• Work request: Search the records for the string "above" and return each line that has it.

• Input data:
**********

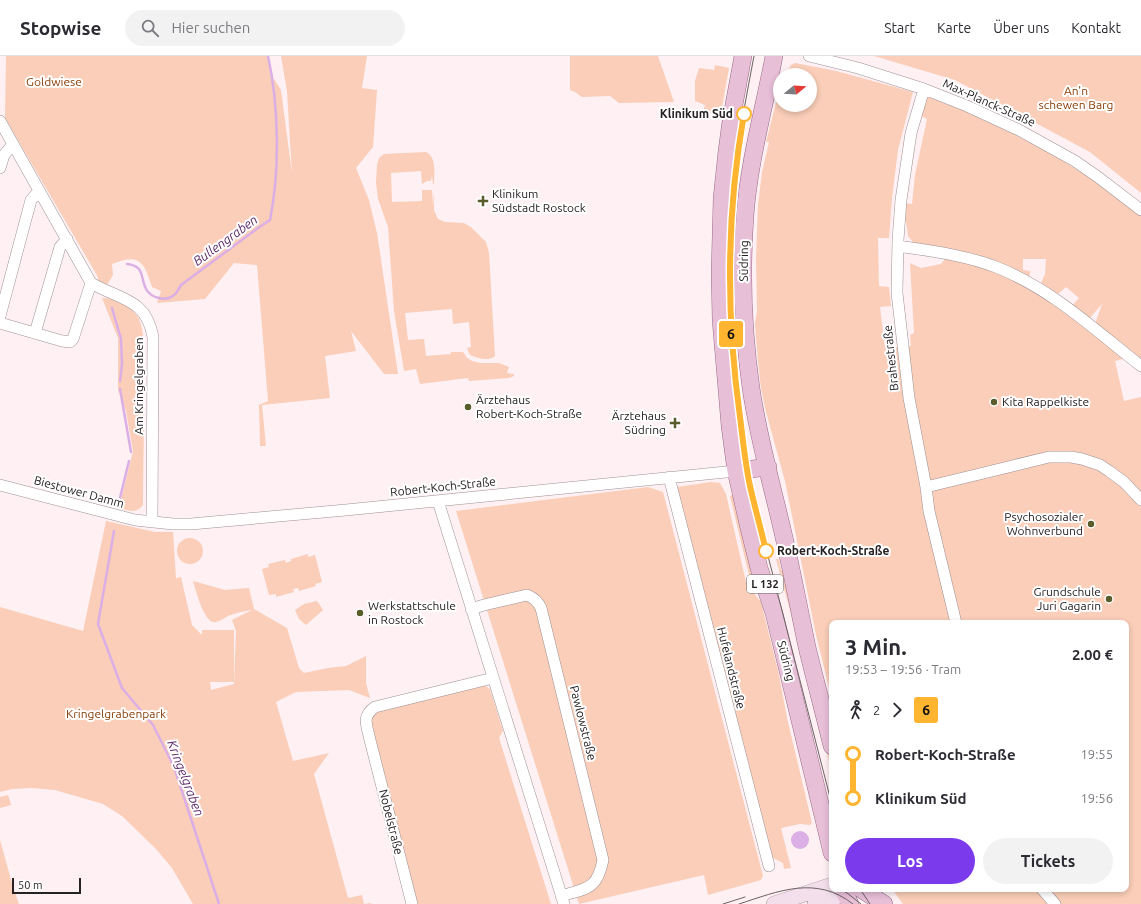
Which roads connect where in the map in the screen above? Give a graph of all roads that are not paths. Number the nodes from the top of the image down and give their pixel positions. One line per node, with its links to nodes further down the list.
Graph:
1 (743, 56): 18 (main road, Südring / L 132)
2 (774, 56): 17 (main road, Südring / L 132)
3 (809, 56): 4 (street, Max-Planck-Straße)
4 (924, 89): 9 (street, Max-Planck-Straße); 11 (street, Brahestraße)
5 (0, 121): 6 (street)
6 (13, 144): 7 (street); 8 (street)
7 (0, 168)
8 (39, 191): 10 (street); 13 (street)
9 (1141, 210)
10 (67, 239): 12 (street); 15 (street)
11 (898, 246): 16 (street); 21 (street, Brahestraße)
12 (91, 283): 15 (street); 24 (street, Am Kringelgraben)
13 (0, 316)
14 (0, 323): 15 (street)
15 (35, 333)
16 (1141, 366)
17 (768, 467): 18 (main road); 28 (main road, Südring / L 132)
18 (736, 471): 19 (street, Robert-Koch-Straße); 29 (main road, Südring / L 132)
19 (669, 477): 23 (street, Robert-Koch-Straße); 30 (street, Hufelandstraße)
20 (0, 485): 24 (street, Biestower Damm)
21 (926, 487): 22 (street); 26 (street, Brahestraße)
22 (1141, 500)
23 (438, 501): 24 (street, Robert-Koch-Straße); 25 (street, Pawlowstraße)
24 (152, 522)
25 (471, 609): 27 (street, Pawlowstraße); 35 (street, Pawlowstraße)
26 (955, 620)
27 (493, 678): 35 (street, Pawlowstraße); 36 (street, Nobelstraße)
28 (829, 734)
29 (829, 841)
30 (769, 866)
31 (844, 892): 37 (main road); 38 (main road)
32 (866, 892): 39 (main road)
33 (881, 892): 40 (main road)
34 (1045, 892): 41 (street)
35 (563, 900)
36 (412, 904)
37 (774, 904)
38 (816, 904)
39 (884, 904)
40 (888, 904)
41 (1055, 904)

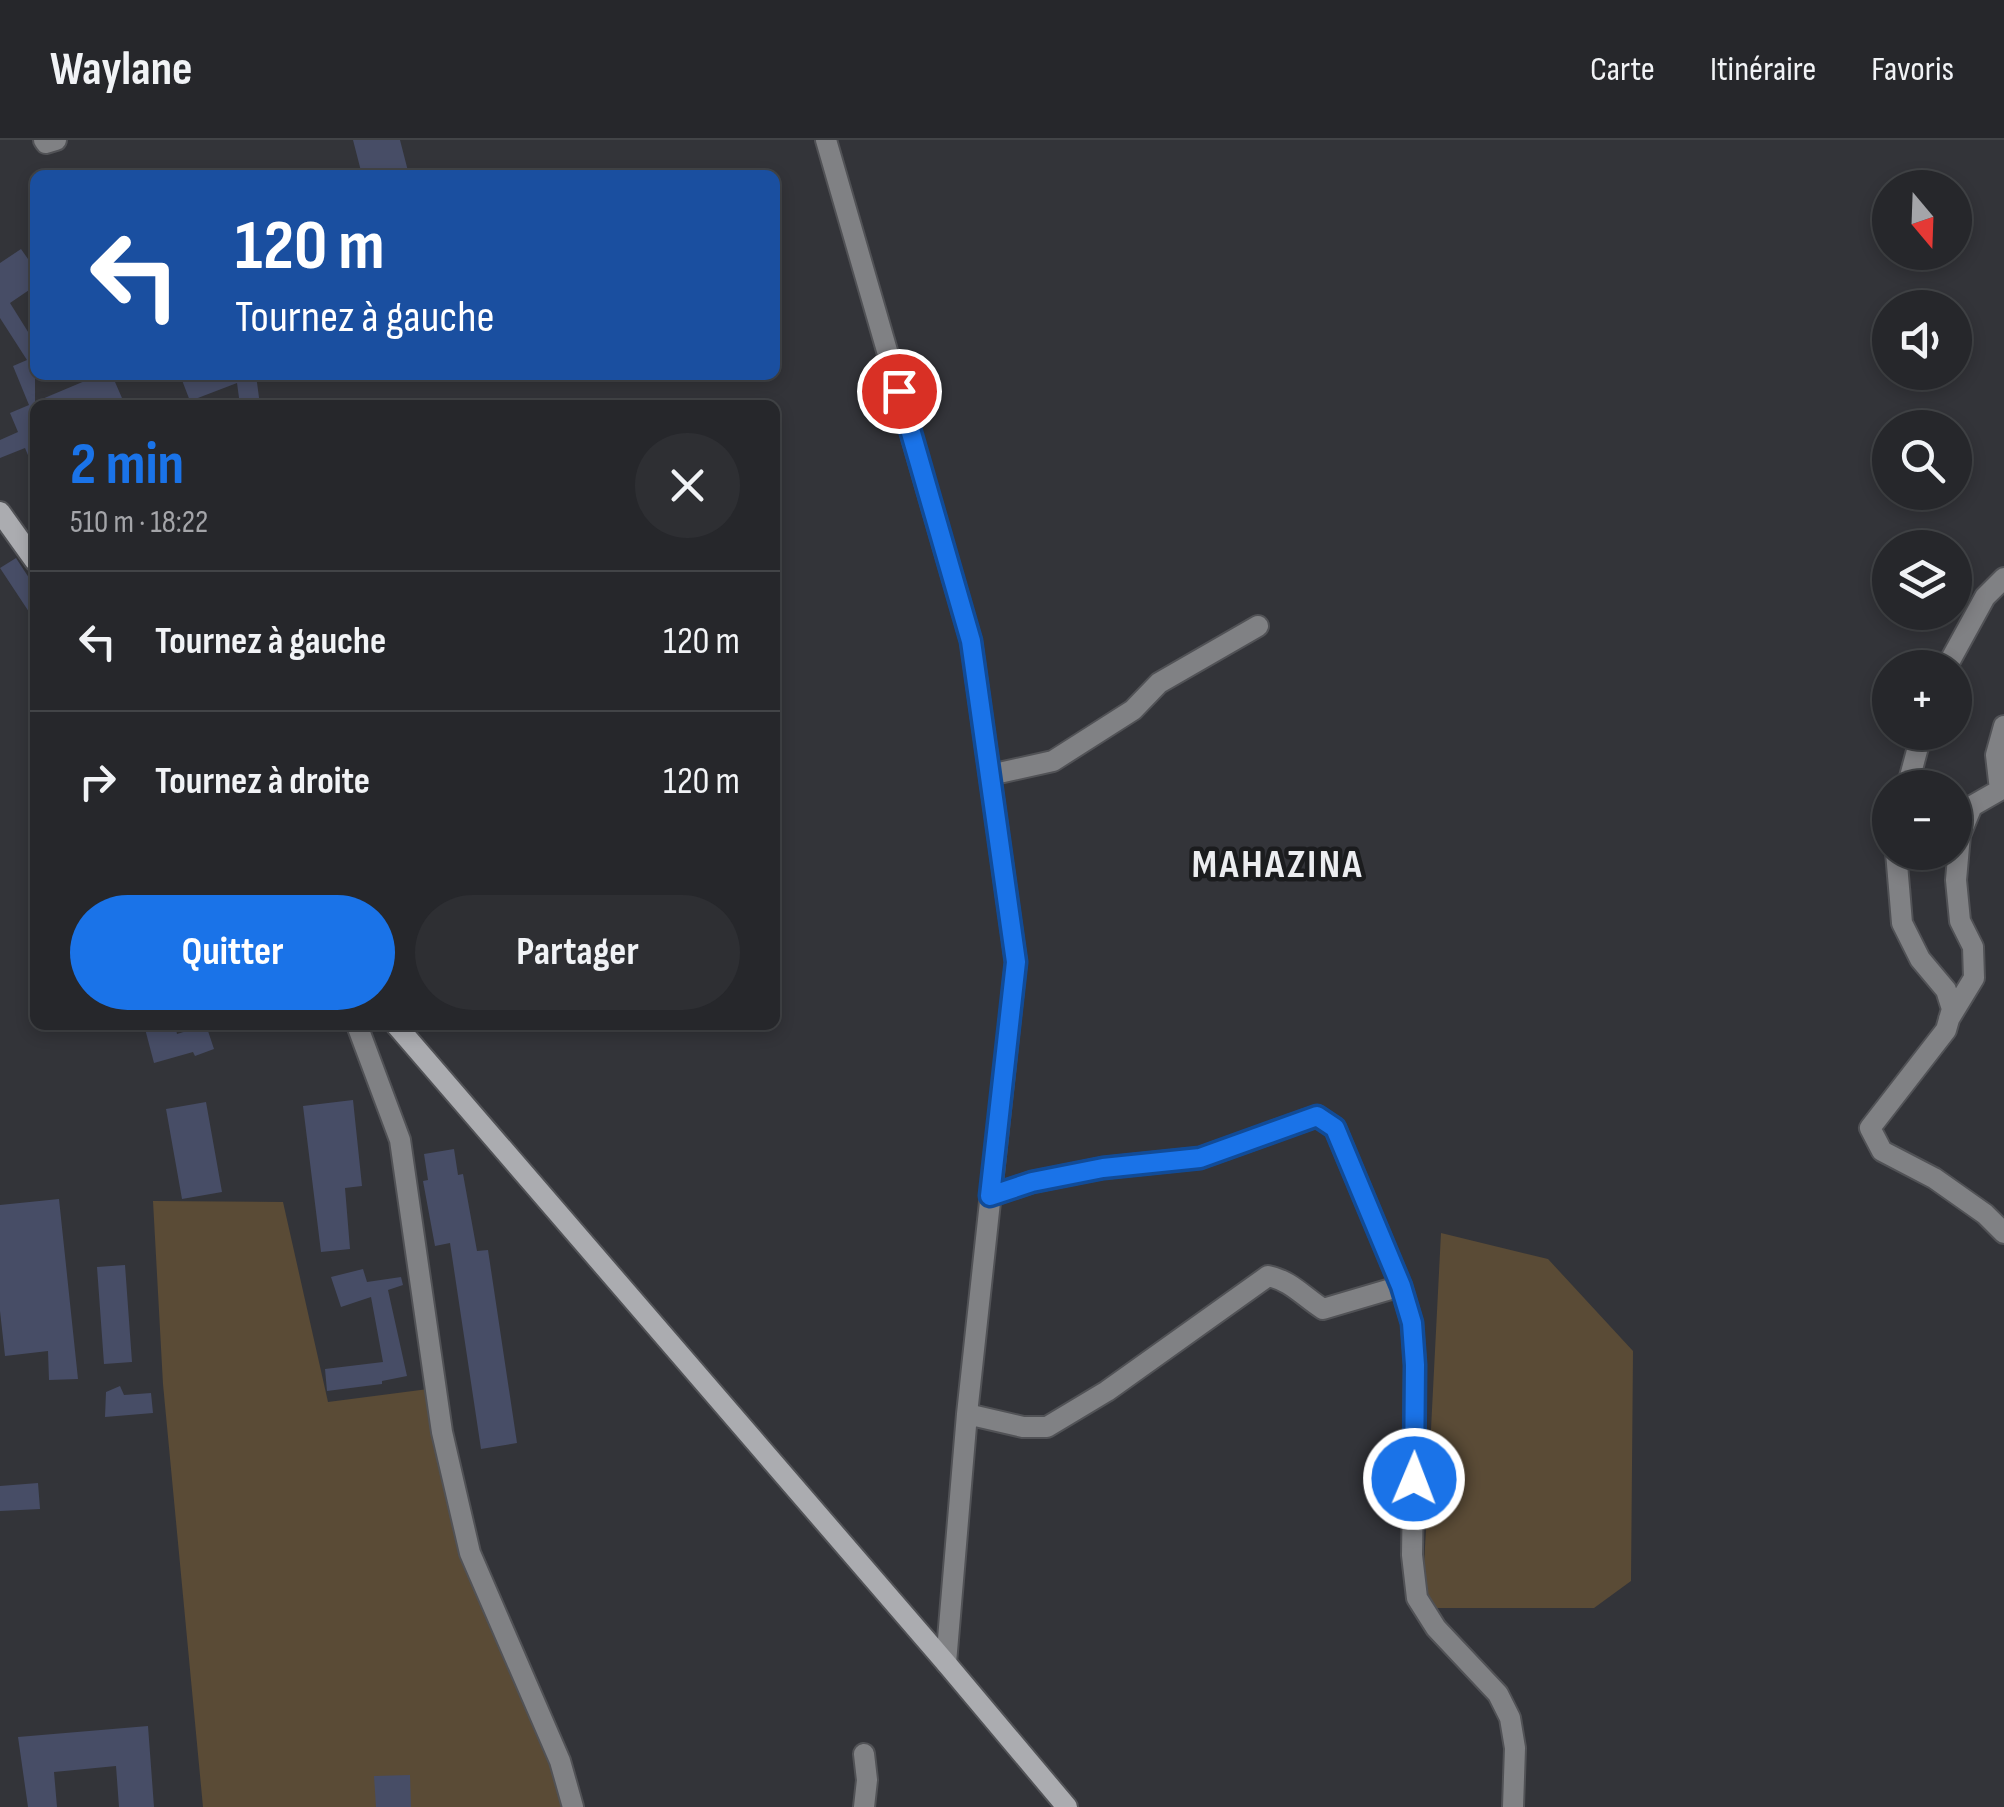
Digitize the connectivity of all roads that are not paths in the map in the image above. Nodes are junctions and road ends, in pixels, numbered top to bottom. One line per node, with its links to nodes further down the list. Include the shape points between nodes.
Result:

**********

• Completed exercise:
Which roads connect where in the map in the screen above? Give a graph of all roads that are not paths. Number the nodes from the top of the image down and give their pixel positions. One line per node, with its links to nodes further down the list.
Digitize the connectivity of all roads that are not paths in the map in the image above. Nodes are junctions and road ends, in pixels, numbered top to bottom. One line per node, with its links to nodes further down the list. Include the shape points between nodes.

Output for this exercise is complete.